While firewalls are still a commonly used endpoint security tool, Goldberg says they are used on each host. “Any particular host should only be listening on the particular ports needed,” he says. “So if something is meant to be running a CIFS/SMB file server but not a web server, it simply won’t listen for traffic coming into the HTTP and HTTPS ports. This moves such filtering from the perimeter firewall to each host, with a default deny policy on those hosts.”
Goldberg says any system that receives input over a network should treat this as potentially hostile, whether it comes from “some unknown net on the other side of the planet or a machine you manage in the same rack”.
He adds: “The individual services you are running should not do bad things if given malicious data. While it is important to authenticate a connection, you also need to authenticate, or at a minimum validate, all data you read. This is even true when reading data that you believe you wrote to a local disk.”
Modern perimeter firewalls are best used for controlling and monitoring the outbound traffic of computer networks, says Goldberg. “If you find that your supposedly internal database is sending stuff to the outside world, you have a problem. Indeed, you might want to have traffic from that machine blocked entirely.”
The impact of poor cyber hygiene
Poor cyber habits exhibited by remote employees can result in an endpoint security headache for organisations, according to Aaron Zander, head of IT at HackerOne. For example, some workers may forget to lock their corporate laptops, allow non-employees to access work devices and write down Wi-Fi passwords.
“Many businesses are starting to prepare and lay the foundations for a hybrid workforce,” he says. “Something gaining a lot of attention at the moment is what this means for security as we start to reconnect our devices and bring the potential bad IT habits we might have picked up into the corporate office.”
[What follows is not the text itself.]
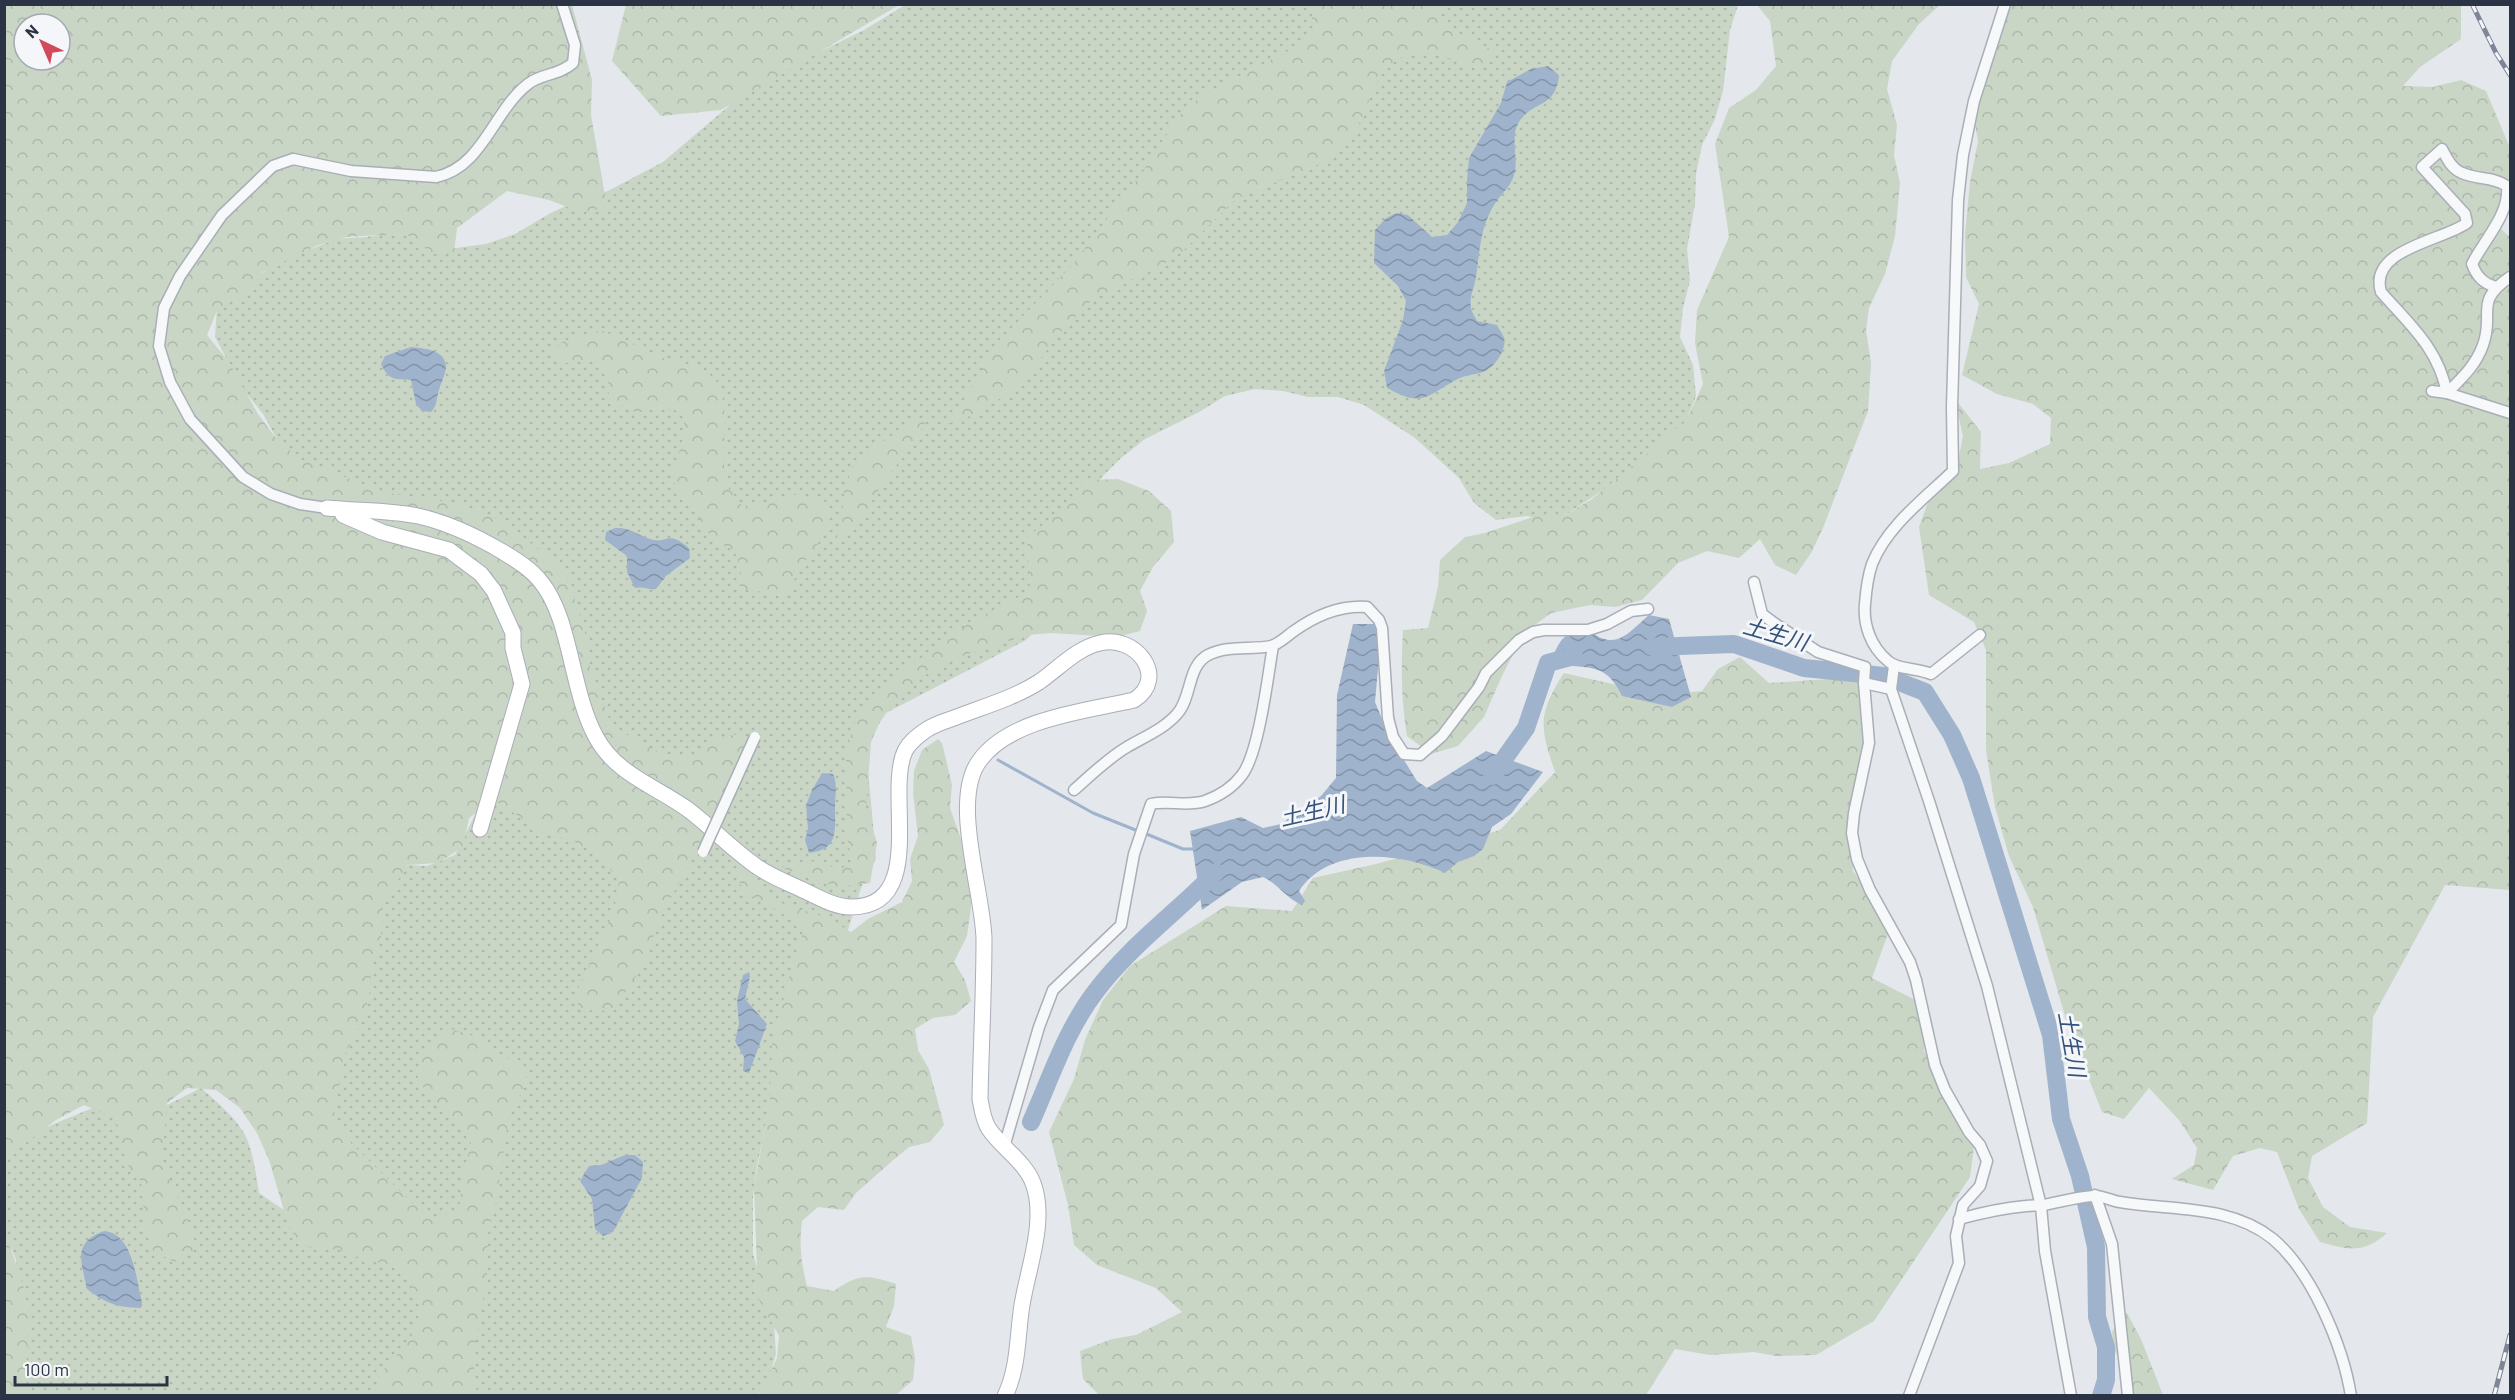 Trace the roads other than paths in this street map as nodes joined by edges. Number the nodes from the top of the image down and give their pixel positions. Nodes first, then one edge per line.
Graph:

Zander says that while businesses can never be too prepared from an endpoint security perspective, bringing devices back onto office networks should not be riskier than home working. “Many businesses used VPNs or file-sharing tools to facilitate the remote workforce and the truth is that this means organisations already opened themselves up to the potential vulnerabilities,” he adds.
However, Zander stresses that this does not mean organisations should not review their endpoint security strategies. “Compromised devices can easily spread across the network and for businesses that are taking security seriously, implementing a zero-trust model is key,” he says.
“In an ideal world, this is something organisations will have already done. Zero-trust allows for IT teams to monitor access and restrict permissions levels, so if a threat actor does get through to the secure network, anything they can access and encrypt will be limited.”
Sean Wright, application security lead at Immersive Labs, says hybrid working does not need to be a massive change for modern endpoint protection. “Threat actors have chased enterprises into cloud environments which, in turn, has informed the capabilities of endpoint protection,” he says. “Subsequently, most solutions now have a strong enough focus on the cloud for the location of a workforce to be largely inconsequential.”
Remote working has proved incredibly powerful during the pandemic, keeping employees safe from catching Covid and providing businesses with a much-needed lifeline. And it is no surprise that many businesses plan to shift to a hybrid working environment even when the pandemic ends. But this introduces a range of endpoint security challenges that must be overcome to protect employees and employers.